[Home]

Summary:ASTERISK-04165: [patch] better ast_channel_walk_locked() and ast_get_channel_by_name_locked()
Reporter:Luigi Rizzo (rizzo)Labels:
Date Opened:2005-05-14 08:55:55Date Closed:2008-01-15 15:37:19.000-0600
Priority:MajorRegression?No
Status:Closed/CompleteComponents:Core/General
Versions:Frequency of
Occurrence
Related
Issues:
Environment:Attachments:( 0) locked.diff
( 1) walk-function
Description:(disclaimer on file)

1) The current implementation of ast_channel_walk_locked() is totally
  uncommented and has a long section of code repeated twice.
2) ast_get_channel_by_name_locked() is even worse because it
  loops around ast_channel_walk_locked() resulting in O(N^2)
  complexity while it could be done in O(N).
  I consider this part a rather severe performance bug and this is why
  i list the severity as 'major'
3) Finally, many source files reimplement their own
  ast_get_channel_by_name_locked() inline, again with O(N^2) complexity.
  This is also a quite severe performance bug.

The attached patch:
- rewrites both functions as wrappers around a common function,
  ast_channel_find_locked(), which covers both cases in O(N)
  and without code duplication.
- provides extensive comments on the behaviour of the function
  and warns about the potential performance issues.
- makes use of the nice interface provided by the *_walk_* function by
  writing loops as
         chan = NULL;
         while ( (chan = ast_channel_walk_locked(chan)) != NULL) {
               ... body ...
         }
  rather than replicating the *walk*() call twice.

On passing:
 - staticise 'backends' and 'channels' in channel.c and add a comment that
   both lists are protected by 'chlock'
 - replace magic numbers with a macro in cli.c:handle_debugchan()
   and friends (I had to touch those function for the *walk* calls);
         

****** ADDITIONAL INFORMATION ******

The patch touches several files, and unfortunately some pieces of
it might have a large offset because i have many other reported but
uncommitted changes in my source tree. PLEASE BEAR WITH THIS - i only
have limited time to work on this project, and anyone who decides to commit
it has to scrutinize it anyways. Note however that
With the exception of the main functioni (which i am also providing
completely in a separate file for review), changes
are really trivial for the most part and easy to apply by hand.

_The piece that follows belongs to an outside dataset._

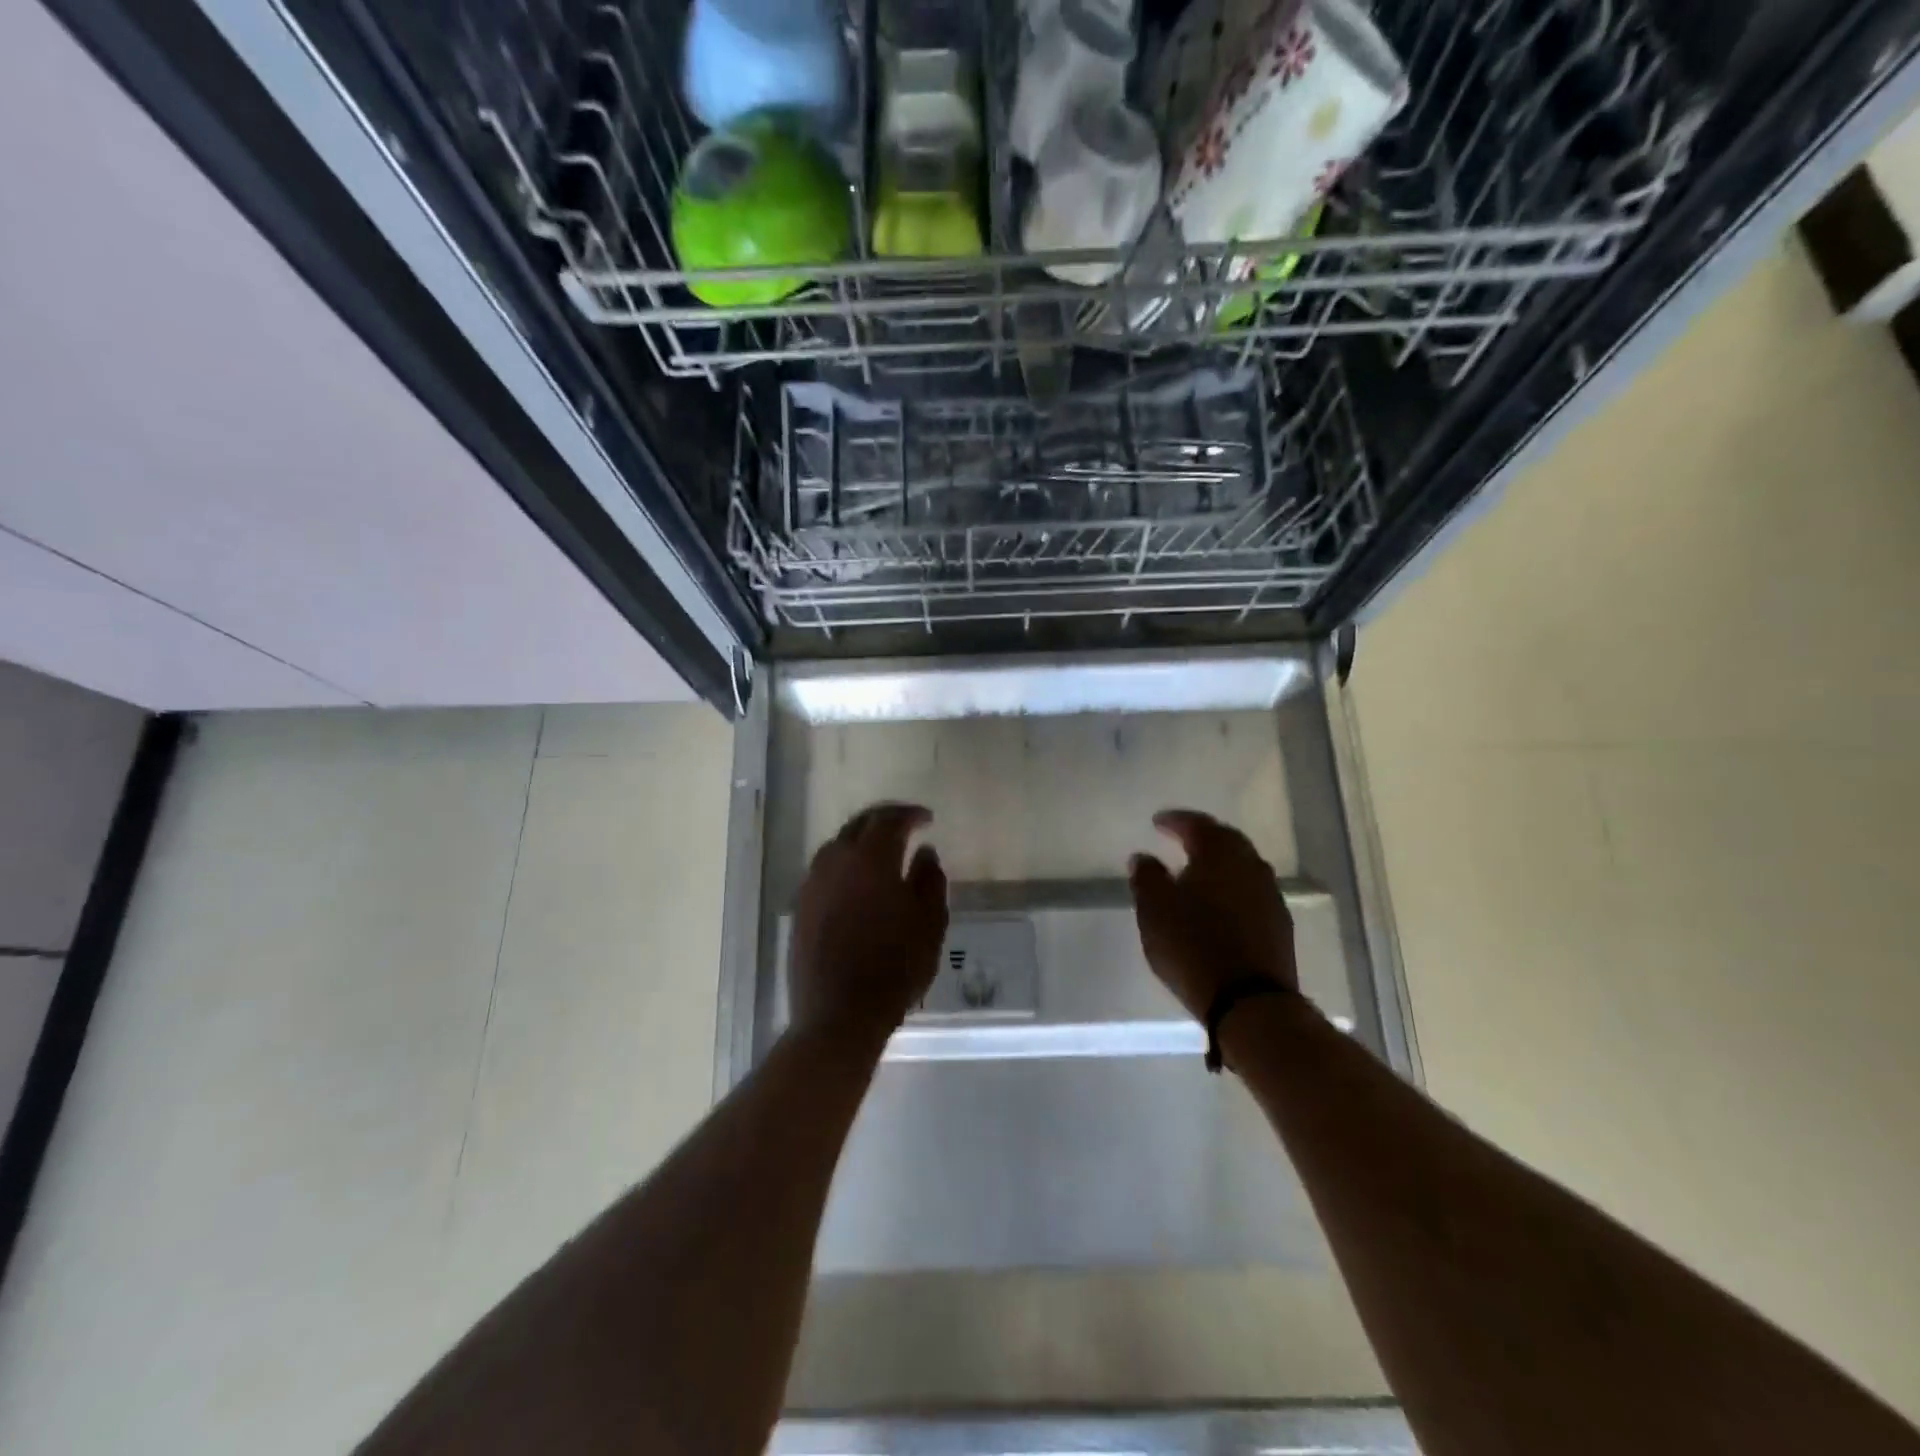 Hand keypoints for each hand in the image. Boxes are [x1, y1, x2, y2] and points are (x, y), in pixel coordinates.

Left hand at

NOTE: as noted in the comments in the code, the mechanism used to avoid
deadlocks between the global and the individual channel locks
is extremely critical with respect to timing and prone to report
a locking failure.
I don't have a better solution at the moment, but we surely should work
on designing one, perhaps involving refcounts if nothing better comes up.
Comments:By: Tilghman Lesher (tilghman) 2005-05-14 14:25:14

Unfortunately, you've removed the safe locking of the walk function.  Consider that for a time, the previous channel is unlocked before the next channel is locked.  That means you've introduced a race condition where if the previous is unlocked, then removed (i.e. the channel is hung up) before your function has time to retrieve its position, you could have the channel walk fail (or worse, point to some unrelated structure).

It's not critical; your patches could be fixed to keep the safe locking of the current _walk_ functions, but as it stands, you have introduced a race condition.

By: Luigi Rizzo (rizzo) 2005-05-14 14:35:40

are you sure about your comment ? because i cannot find where my code fails.

my code (see the 'walk-function' file) scans the list fromm
the head while holding chlock, and it does not release it
until after ast_mutex_trylock(&c->lock).
'prev' is never dereferenced unless we find it on the chain
while we hold chlock, which means noone else can delete it.

By: Tilghman Lesher (tilghman) 2005-05-14 15:53:27

Yes, it's a potential race condition:

Current code:

prev->lock held
chlock taken
next->lock taken
prev->lock released
chlock released

Your code:
prev->lock released (not even inside the function!)
chlock taken
next->lock taken
chlock released

By: Luigi Rizzo (rizzo) 2005-05-14 16:09:39

the description you give of the old code is incorrect;
you enter ast_channel_walk_locked(prev) without holding prev->lock
and you never release it inside the function.

you have to tell me where you see the behaviour you mention in note 27245, because i see something different, e.g.
channel.c::ast_get_channel_by_name_locked()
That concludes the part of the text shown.